Differential diagnosis of biliary stricture, a challenge in clinical practice
Keywords:
STENOSIS, DIAGNOSIS, TREATMENT.Abstract
Introduction: biliary stricture is a narrowing of intrahepatic or extrahepatic bile ducts of varied etiology; it is suggested that 76-85 % are malignant and the rest correspond to benign causes.
Objective: to describe the differential diagnosis of biliary stricture.
Methods: databases (Pubmed, Cochrane Library, EBSCO, Clinical Key, Springer, MedScape and SciELO) were reviewed in search of articles published to the present date related to the theme.

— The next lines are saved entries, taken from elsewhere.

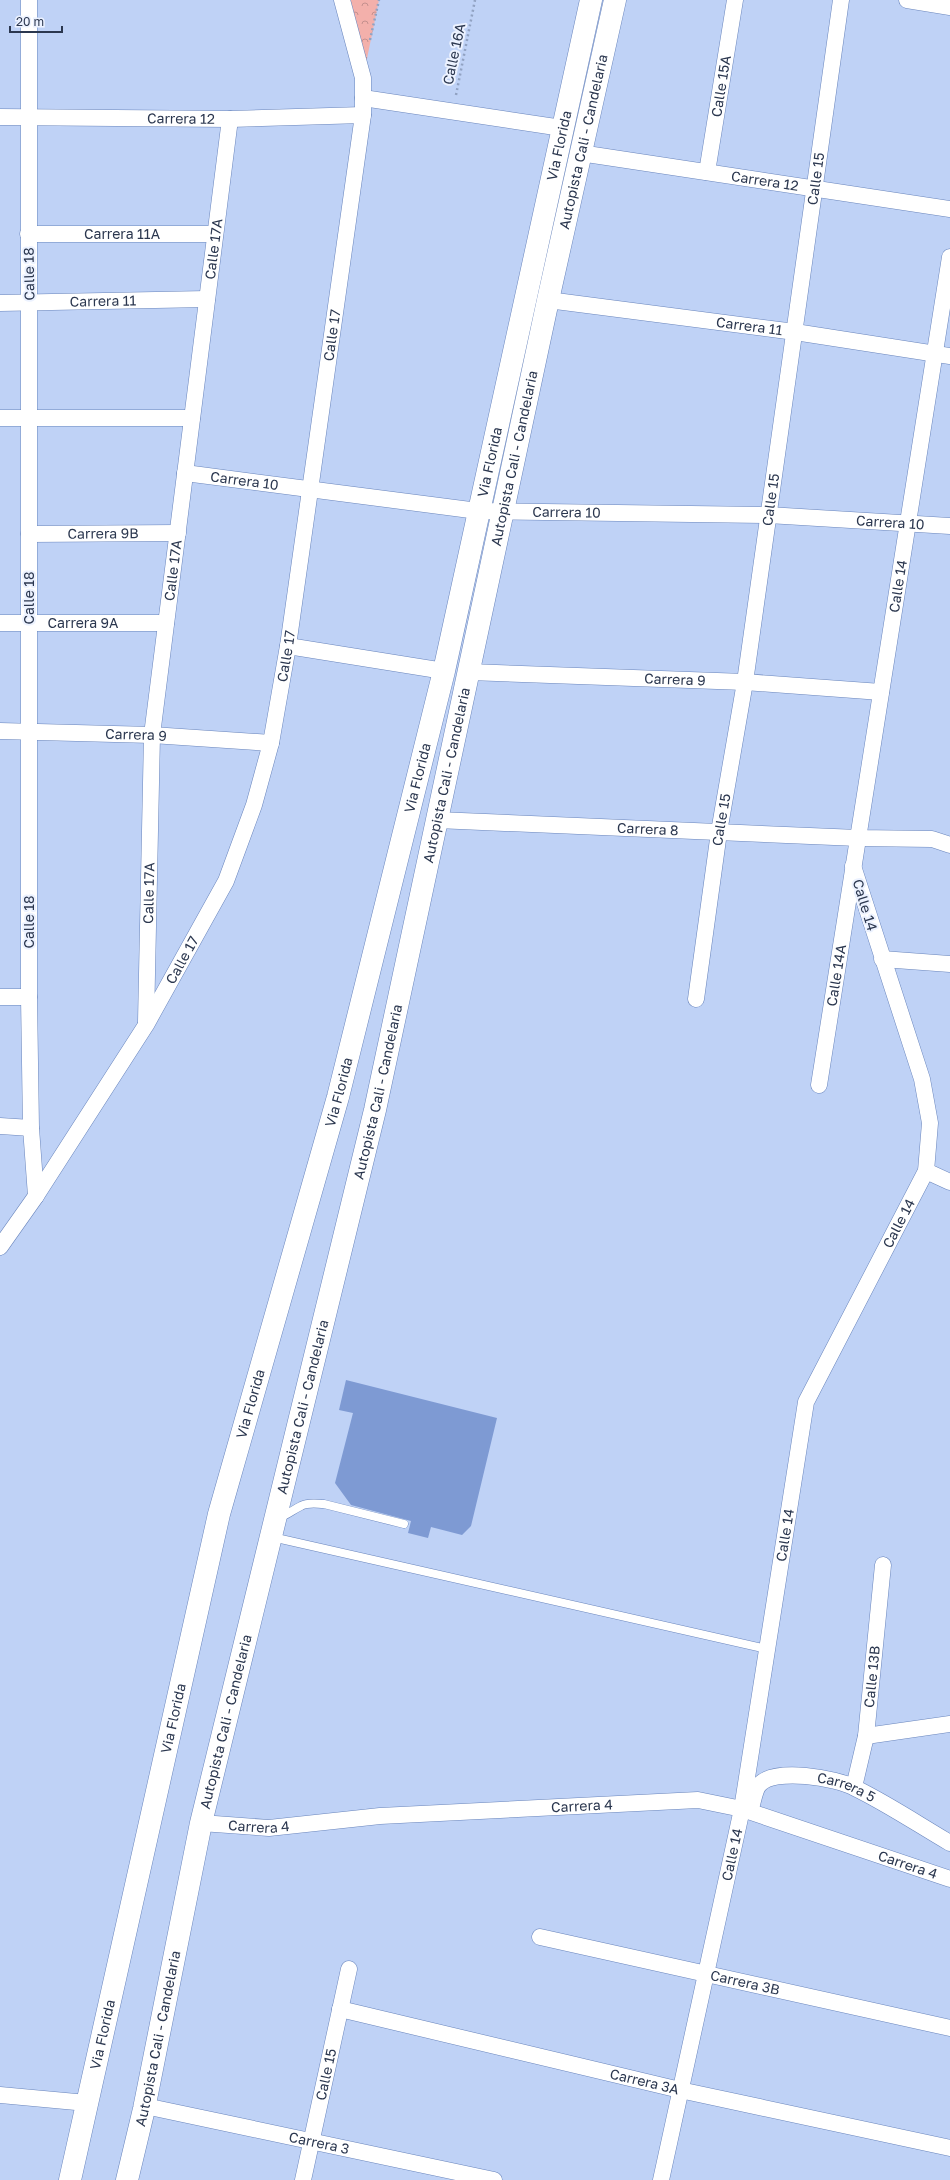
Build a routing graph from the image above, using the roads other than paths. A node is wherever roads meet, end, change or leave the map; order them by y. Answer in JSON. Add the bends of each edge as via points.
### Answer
{"nodes":[{"id":1,"x":30,"y":0,"type":"edge"},
{"id":2,"x":342,"y":0,"type":"edge"},
{"id":3,"x":591,"y":0,"type":"edge"},
{"id":4,"x":616,"y":0,"type":"edge"},
{"id":5,"x":735,"y":0,"type":"edge"},
{"id":6,"x":841,"y":0,"type":"edge"},
{"id":7,"x":907,"y":0,"type":"edge"},
{"id":8,"x":950,"y":7,"type":"edge"},
{"id":9,"x":364,"y":98,"type":"junction"},
{"id":10,"x":363,"y":115,"type":"junction"},
{"id":11,"x":0,"y":117,"type":"edge"},
{"id":12,"x":29,"y":117,"type":"junction"},
{"id":13,"x":230,"y":119,"type":"junction"},
{"id":14,"x":562,"y":128,"type":"junction"},
{"id":15,"x":580,"y":153,"type":"junction"},
{"id":16,"x":706,"y":172,"type":"junction"},
{"id":17,"x":815,"y":189,"type":"junction"},
{"id":18,"x":950,"y":209,"type":"edge"},
{"id":19,"x":28,"y":234,"type":"junction"},
{"id":20,"x":215,"y":234,"type":"junction"},
{"id":21,"x":950,"y":257,"type":"edge"},
{"id":22,"x":207,"y":299,"type":"junction"},
{"id":23,"x":548,"y":300,"type":"junction"},
{"id":24,"x":0,"y":303,"type":"edge"},
{"id":25,"x":30,"y":303,"type":"junction"},
{"id":26,"x":795,"y":332,"type":"junction"},
{"id":27,"x":942,"y":355,"type":"edge"},
{"id":28,"x":0,"y":418,"type":"edge"},
{"id":29,"x":31,"y":418,"type":"junction"},
{"id":30,"x":192,"y":418,"type":"junction"},
{"id":31,"x":185,"y":473,"type":"junction"},
{"id":32,"x":310,"y":488,"type":"junction"},
{"id":33,"x":478,"y":510,"type":"junction"},
{"id":34,"x":502,"y":511,"type":"junction"},
{"id":35,"x":768,"y":515,"type":"junction"},
{"id":36,"x":908,"y":525,"type":"junction"},
{"id":37,"x":950,"y":526,"type":"edge"},
{"id":38,"x":178,"y":533,"type":"junction"},
{"id":39,"x":29,"y":534,"type":"junction"},
{"id":40,"x":0,"y":623,"type":"edge"},
{"id":41,"x":29,"y":623,"type":"junction"},
{"id":42,"x":166,"y":624,"type":"junction"},
{"id":43,"x":288,"y":646,"type":"junction"},
{"id":44,"x":444,"y":671,"type":"junction"},
{"id":45,"x":469,"y":672,"type":"junction"},
{"id":46,"x":744,"y":682,"type":"junction"},
{"id":47,"x":881,"y":692,"type":"junction"},
{"id":48,"x":0,"y":731,"type":"edge"},
{"id":49,"x":29,"y":732,"type":"junction"},
{"id":50,"x":152,"y":735,"type":"junction"},
{"id":51,"x":271,"y":743,"type":"junction"},
{"id":52,"x":437,"y":820,"type":"junction"},
{"id":53,"x":720,"y":832,"type":"junction"},
{"id":54,"x":858,"y":838,"type":"junction"},
{"id":55,"x":950,"y":845,"type":"edge"},
{"id":56,"x":853,"y":866,"type":"junction"},
{"id":57,"x":882,"y":959,"type":"junction"},
{"id":58,"x":950,"y":964,"type":"edge"},
{"id":59,"x":0,"y":996,"type":"edge"},
{"id":60,"x":30,"y":997,"type":"junction"},
{"id":61,"x":696,"y":999,"type":"dead end"},
{"id":62,"x":146,"y":1025,"type":"junction"},
{"id":63,"x":818,"y":1085,"type":"dead end"},
{"id":64,"x":0,"y":1126,"type":"edge"},
{"id":65,"x":32,"y":1128,"type":"junction"},
{"id":66,"x":926,"y":1172,"type":"junction"},
{"id":67,"x":950,"y":1182,"type":"edge"},
{"id":68,"x":36,"y":1196,"type":"junction"},
{"id":69,"x":0,"y":1247,"type":"edge"},
{"id":70,"x":404,"y":1524,"type":"dead end"},
{"id":71,"x":274,"y":1527,"type":"junction"},
{"id":72,"x":883,"y":1565,"type":"dead end"},
{"id":73,"x":767,"y":1649,"type":"junction"},
{"id":74,"x":950,"y":1724,"type":"edge"},
{"id":75,"x":866,"y":1736,"type":"junction"},
{"id":76,"x":854,"y":1787,"type":"junction"},
{"id":77,"x":746,"y":1810,"type":"junction"},
{"id":78,"x":202,"y":1823,"type":"junction"},
{"id":79,"x":950,"y":1843,"type":"edge"},
{"id":80,"x":950,"y":1879,"type":"edge"},
{"id":81,"x":540,"y":1937,"type":"dead end"},
{"id":82,"x":349,"y":1969,"type":"dead end"},
{"id":83,"x":706,"y":1973,"type":"junction"},
{"id":84,"x":340,"y":2009,"type":"junction"},
{"id":85,"x":950,"y":2028,"type":"edge"},
{"id":86,"x":680,"y":2090,"type":"junction"},
{"id":87,"x":0,"y":2095,"type":"edge"},
{"id":88,"x":87,"y":2103,"type":"junction"},
{"id":89,"x":145,"y":2106,"type":"junction"},
{"id":90,"x":310,"y":2142,"type":"junction"},
{"id":91,"x":950,"y":2148,"type":"edge"},
{"id":92,"x":70,"y":2180,"type":"edge"},
{"id":93,"x":127,"y":2180,"type":"edge"},
{"id":94,"x":303,"y":2180,"type":"edge"},
{"id":95,"x":494,"y":2180,"type":"edge"},
{"id":96,"x":661,"y":2180,"type":"edge"}],
"edges":[{"from":1,"to":12,"type":"street","name":"Calle 18"},
{"from":2,"to":9,"type":"street","name":"Calle 17","via":[[363,78]]},
{"from":3,"to":14,"type":"main road","name":"Via Florida"},
{"from":4,"to":15,"type":"main road","name":"Autopista Cali - Candelaria"},
{"from":5,"to":16,"type":"street","name":"Calle 15A"},
{"from":6,"to":17,"type":"street","name":"Calle 15"},
{"from":7,"to":8,"type":"street"},
{"from":9,"to":10,"type":"street","name":"Calle 17"},
{"from":9,"to":14,"type":"street"},
{"from":10,"to":13,"type":"street","name":"Carrera 12"},
{"from":10,"to":32,"type":"street","name":"Calle 17"},
{"from":11,"to":12,"type":"street","name":"Carrera 12"},
{"from":12,"to":13,"type":"street","name":"Carrera 12"},
{"from":12,"to":19,"type":"street","name":"Calle 18"},
{"from":13,"to":20,"type":"street","name":"Calle 17A"},
{"from":14,"to":33,"type":"main road","name":"Via Florida"},
{"from":15,"to":16,"type":"street","name":"Carrera 12"},
{"from":15,"to":23,"type":"main road","name":"Autopista Cali - Candelaria"},
{"from":16,"to":17,"type":"street","name":"Carrera 12"},
{"from":17,"to":18,"type":"street","name":"Carrera 12"},
{"from":17,"to":26,"type":"street","name":"Calle 15"},
{"from":19,"to":20,"type":"street","name":"Carrera 11A"},
{"from":19,"to":25,"type":"street","name":"Calle 18"},
{"from":20,"to":22,"type":"street","name":"Calle 17A"},
{"from":21,"to":27,"type":"street","name":"Calle 14"},
{"from":22,"to":25,"type":"street","name":"Carrera 11"},
{"from":22,"to":30,"type":"street","name":"Calle 17A"},
{"from":23,"to":26,"type":"street","name":"Carrera 11"},
{"from":23,"to":34,"type":"main road","name":"Autopista Cali - Candelaria"},
{"from":24,"to":25,"type":"street","name":"Carrera 11"},
{"from":25,"to":29,"type":"street","name":"Calle 18"},
{"from":26,"to":27,"type":"street","name":"Carrera 11"},
{"from":26,"to":35,"type":"street","name":"Calle 15"},
{"from":27,"to":36,"type":"street","name":"Calle 14"},
{"from":28,"to":29,"type":"street"},
{"from":29,"to":30,"type":"street"},
{"from":29,"to":39,"type":"street","name":"Calle 18"},
{"from":30,"to":31,"type":"street","name":"Calle 17A"},
{"from":31,"to":32,"type":"street","name":"Carrera 10"},
{"from":31,"to":38,"type":"street","name":"Calle 17A"},
{"from":32,"to":33,"type":"street","name":"Carrera 10"},
{"from":32,"to":43,"type":"street","name":"Calle 17"},
{"from":33,"to":34,"type":"street","name":"Carrera 10"},
{"from":33,"to":44,"type":"main road","name":"Via Florida"},
{"from":34,"to":35,"type":"street","name":"Carrera 10"},
{"from":34,"to":45,"type":"main road","name":"Autopista Cali - Candelaria"},
{"from":35,"to":36,"type":"street","name":"Carrera 10"},
{"from":35,"to":46,"type":"street","name":"Calle 15"},
{"from":36,"to":37,"type":"street","name":"Carrera 10"},
{"from":36,"to":47,"type":"street","name":"Calle 14"},
{"from":38,"to":39,"type":"street","name":"Carrera 9B"},
{"from":38,"to":42,"type":"street","name":"Calle 17A"},
{"from":39,"to":41,"type":"street","name":"Calle 18"},
{"from":40,"to":41,"type":"street","name":"Carrera 9A"},
{"from":41,"to":42,"type":"street","name":"Carrera 9A"},
{"from":41,"to":49,"type":"street","name":"Calle 18"},
{"from":42,"to":50,"type":"street","name":"Calle 17A"},
{"from":43,"to":44,"type":"street"},
{"from":43,"to":51,"type":"street","name":"Calle 17"},
{"from":44,"to":88,"type":"main road","name":"Via Florida","via":[[338,1097],[219,1514]]},
{"from":45,"to":46,"type":"street","name":"Carrera 9"},
{"from":45,"to":52,"type":"main road","name":"Autopista Cali - Candelaria"},
{"from":46,"to":47,"type":"street","name":"Carrera 9"},
{"from":46,"to":53,"type":"street","name":"Calle 15"},
{"from":47,"to":54,"type":"street","name":"Calle 14"},
{"from":48,"to":49,"type":"street","name":"Carrera 9"},
{"from":49,"to":50,"type":"street","name":"Carrera 9"},
{"from":49,"to":60,"type":"street","name":"Calle 18"},
{"from":50,"to":51,"type":"street","name":"Carrera 9"},
{"from":50,"to":62,"type":"street","name":"Calle 17A"},
{"from":51,"to":62,"type":"street","name":"Calle 17","via":[[254,805],[226,881]]},
{"from":52,"to":53,"type":"street","name":"Carrera 8"},
{"from":52,"to":71,"type":"main road","name":"Autopista Cali - Candelaria","via":[[375,1110]]},
{"from":53,"to":54,"type":"street","name":"Carrera 8"},
{"from":53,"to":61,"type":"street","name":"Calle 15"},
{"from":54,"to":55,"type":"street","via":[[932,839]]},
{"from":54,"to":56,"type":"street","name":"Calle 14"},
{"from":56,"to":57,"type":"street","name":"Calle 14"},
{"from":56,"to":63,"type":"street","name":"Calle 14A"},
{"from":57,"to":58,"type":"street"},
{"from":57,"to":66,"type":"street","name":"Calle 14","via":[[922,1079],[930,1123]]},
{"from":59,"to":60,"type":"street"},
{"from":60,"to":65,"type":"street","name":"Calle 18"},
{"from":62,"to":68,"type":"street","name":"Calle 17"},
{"from":64,"to":65,"type":"street"},
{"from":65,"to":68,"type":"street","name":"Calle 18"},
{"from":66,"to":67,"type":"street"},
{"from":66,"to":73,"type":"street","name":"Calle 14","via":[[806,1402]]},
{"from":68,"to":69,"type":"street","name":"Calle 17"},
{"from":70,"to":71,"type":"lane","via":[[318,1504],[302,1505]]},
{"from":71,"to":73,"type":"lane"},
{"from":71,"to":78,"type":"main road","name":"Autopista Cali - Candelaria"},
{"from":72,"to":75,"type":"street","name":"Calle 13B"},
{"from":73,"to":77,"type":"street","name":"Calle 14"},
{"from":74,"to":75,"type":"street"},
{"from":75,"to":76,"type":"street","name":"Calle 13B"},
{"from":76,"to":77,"type":"street","name":"Carrera 5","via":[[816,1778],[780,1775],[765,1780],[758,1786]]},
{"from":76,"to":79,"type":"street","name":"Carrera 5"},
{"from":77,"to":78,"type":"street","name":"Carrera 4","via":[[698,1800],[380,1816],[269,1828]]},
{"from":77,"to":80,"type":"street","name":"Carrera 4"},
{"from":77,"to":83,"type":"street","name":"Calle 14"},
{"from":78,"to":89,"type":"main road","name":"Autopista Cali - Candelaria"},
{"from":81,"to":83,"type":"street","name":"Carrera 3B"},
{"from":82,"to":84,"type":"street","name":"Calle 15"},
{"from":83,"to":85,"type":"street","name":"Carrera 3B"},
{"from":83,"to":86,"type":"street","name":"Calle 14"},
{"from":84,"to":86,"type":"street","name":"Carrera 3A"},
{"from":84,"to":90,"type":"street","name":"Calle 15"},
{"from":86,"to":91,"type":"street","name":"Carrera 3A"},
{"from":86,"to":96,"type":"street","name":"Calle 14"},
{"from":87,"to":88,"type":"street"},
{"from":88,"to":92,"type":"main road","name":"Via Florida"},
{"from":89,"to":90,"type":"street","name":"Carrera 3"},
{"from":89,"to":93,"type":"main road","name":"Autopista Cali - Candelaria"},
{"from":90,"to":94,"type":"street","name":"Calle 15"},
{"from":90,"to":95,"type":"street","name":"Carrera 3"}]}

Development: the absence of specific clinical characteristics of biliary stricture, together with the limitations of imaging and histological tests to make differential diagnosis, constitute a challenge in routine medical practice. Non-invasive diagnostic methods such as abdominal ultrasound, computed tomography and magnetic resonance cholangiography are used for its differentiation. Endoscopic retrograde pancreatic cholangiography and fine needle aspiration cholangioendoscopy are the most commonly used invasive methods. Other more current techniques are per-oral cholangioscopy and intraductal ultrasound, the former with higher cost and risk of complications. The dosage of tumor and biomolecular markers is an element to be taken into account for diagnosis.
Conclusions: determining the differentiation between benign or malignant stenosis is complex and requires the integration of diagnostic means that are not always accessible in all hospital centers. Endoscopic retrograde pancreatic cholangiography with cytology is an invasive study but widely available, with low complication rates and high diagnostic efficacy in expert hands.